The world is becoming increasingly computerized. Soon, every part of our lives will be connected to the Internet, providing consumers with more conveniences such as instant access to information. While this is a positive development, the sheer volume of data generated as a result of digitalization is staggering. Snowflake is one such Cloud Data Warehouse that is helping out users manage this colossal volume of data by establishing efficient development strategies through its application.
Developing and managing data-intensive applications has traditionally been expensive and time-consuming. Snowflake’s modern solution, on the other hand, is changing the game.
In this article, you will gain information about Snowflake Apps. You will also gain a holistic understanding of Snowflake, its key features, and steps for building Snowflake Apps. Read along to find out in-depth information about Snowflake Apps.
Table of Contents
What is Snowflake?
Snowflake is a Data Warehouse-as-a-service platform built for the cloud. Its data architecture is different from that of Amazon Redshift because it uses the scalable, elastic Azure Blobs Storage as the internal storage engine and Azure Data Lake to store the unstructured, structured, and on-premise data ingested via the Azure Data Factory.
The Snowflake Data Warehouse provides security and protection of data using Amazon S3 policy controls, SSO, Azure SAS tokens, and Google Cloud Storage access permissions. You can also scale your storage depending on your storage needs.
The key benefit of leveraging Snowflake are as follows:
- Given the elastic nature of the cloud, you can scale up your virtual warehouse to take advantage of extra compute resources to say run a high volume of queries, or load data faster.
- With Snowflake you can combine semistructured and structured data for analysis and load it into the database without the need to transform or convert it into a fixed relational schema beforehand.
- Snowflake has a multi-cluster architecture that takes care of concurrency issues like failures and delays.
- Snowflake’s architecture enables companies to leverage it to seamlessly share data with any data consumer.
Key Features of Snowflake
Here are some of the benefits of using Snowflake as a Software as a Service (SaaS) solution:
- Snowflake enables you to enhance your Analytics Pipeline by transitioning from nightly batch loads to real-time data streams, allowing you to improve the quality and speed of your analytics. By allowing safe, concurrent, and controlled access to your Data Warehouse across your organization, you can improve the quality of analytics at your company.

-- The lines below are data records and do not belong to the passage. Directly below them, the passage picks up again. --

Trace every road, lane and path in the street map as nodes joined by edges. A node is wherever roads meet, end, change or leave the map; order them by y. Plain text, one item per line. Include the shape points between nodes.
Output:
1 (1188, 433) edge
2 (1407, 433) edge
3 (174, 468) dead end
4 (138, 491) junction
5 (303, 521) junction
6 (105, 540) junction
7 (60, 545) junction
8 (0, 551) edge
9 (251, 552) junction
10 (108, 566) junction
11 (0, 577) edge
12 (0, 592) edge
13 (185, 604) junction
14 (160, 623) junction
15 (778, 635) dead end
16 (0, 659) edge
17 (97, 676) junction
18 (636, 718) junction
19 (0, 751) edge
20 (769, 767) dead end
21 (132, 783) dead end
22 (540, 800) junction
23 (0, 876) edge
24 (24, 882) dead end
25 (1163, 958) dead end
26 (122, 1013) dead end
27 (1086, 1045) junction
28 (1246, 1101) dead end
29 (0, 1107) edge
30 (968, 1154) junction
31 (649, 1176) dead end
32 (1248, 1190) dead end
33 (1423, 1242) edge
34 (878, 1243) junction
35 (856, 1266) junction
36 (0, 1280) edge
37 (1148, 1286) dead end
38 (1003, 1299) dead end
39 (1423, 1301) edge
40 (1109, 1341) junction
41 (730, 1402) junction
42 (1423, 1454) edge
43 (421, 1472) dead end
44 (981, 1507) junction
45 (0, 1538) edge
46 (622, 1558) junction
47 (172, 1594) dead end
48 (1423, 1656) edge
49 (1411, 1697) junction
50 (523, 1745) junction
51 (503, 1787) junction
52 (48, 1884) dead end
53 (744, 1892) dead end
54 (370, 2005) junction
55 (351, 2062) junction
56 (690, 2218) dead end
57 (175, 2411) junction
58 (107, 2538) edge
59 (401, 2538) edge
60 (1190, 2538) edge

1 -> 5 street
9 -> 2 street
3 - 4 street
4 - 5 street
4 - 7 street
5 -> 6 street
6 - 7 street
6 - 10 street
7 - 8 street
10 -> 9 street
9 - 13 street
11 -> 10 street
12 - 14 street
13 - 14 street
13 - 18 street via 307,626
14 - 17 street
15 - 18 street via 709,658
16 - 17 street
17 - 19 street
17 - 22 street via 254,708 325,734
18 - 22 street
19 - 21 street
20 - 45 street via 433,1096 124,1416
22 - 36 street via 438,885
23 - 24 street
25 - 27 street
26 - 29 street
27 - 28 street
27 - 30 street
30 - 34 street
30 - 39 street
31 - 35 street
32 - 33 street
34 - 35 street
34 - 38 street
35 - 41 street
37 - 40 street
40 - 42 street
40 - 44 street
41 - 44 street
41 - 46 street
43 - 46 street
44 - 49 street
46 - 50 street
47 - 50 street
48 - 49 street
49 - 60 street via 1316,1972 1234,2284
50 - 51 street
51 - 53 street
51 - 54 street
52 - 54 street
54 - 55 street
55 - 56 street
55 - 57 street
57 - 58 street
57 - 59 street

- Snowflake uses the caching paradigm to swiftly deliver the results from the cache. To avoid re-generation of the report when nothing has changed, Snowflake employs persistent (within the session) query results.
- Snowflake allows you to break down data silos and provide access to meaningful insights across the enterprise, resulting in better data-driven decision-making. This is a crucial first step toward bettering partner relationships, optimizing pricing, lowering operational expenses, increasing sales effectiveness, and more.
- Snowflake allows you to better understand user behavior and product usage. You can also use the whole scope of data to ensure customer satisfaction, drastically improve product offers, and foster Data Science innovation.
- Snowflake allows you to create your own Data Exchange, which allows you to securely communicate live, controlled data. It also encourages you to improve data relationships throughout your business units, as well as with your partners and customers.
- Secure Data Lake: You can use a secure Data Lake to store all compliance and cybersecurity data in one place. Snowflake Data Lakes ensure quick incident response times. This allows you to understand the complete picture of an incident by clubbing high-volume log data in a single location, and efficiently analyzing years of log data in seconds.
A fully managed No-code Data Pipeline platform like Hevo Data helps you integrate and load data from 100+ different sources (including 40+ free sources) to a Data Warehouse such as Snowflake or Destination of your choice in real-time in an effortless manner. Hevo with its minimal learning curve can be set up in just a few minutes allowing the users to load data without having to compromise performance. Its strong integration with umpteenth sources allows users to bring in data of different kinds in a smooth fashion without having to code a single line.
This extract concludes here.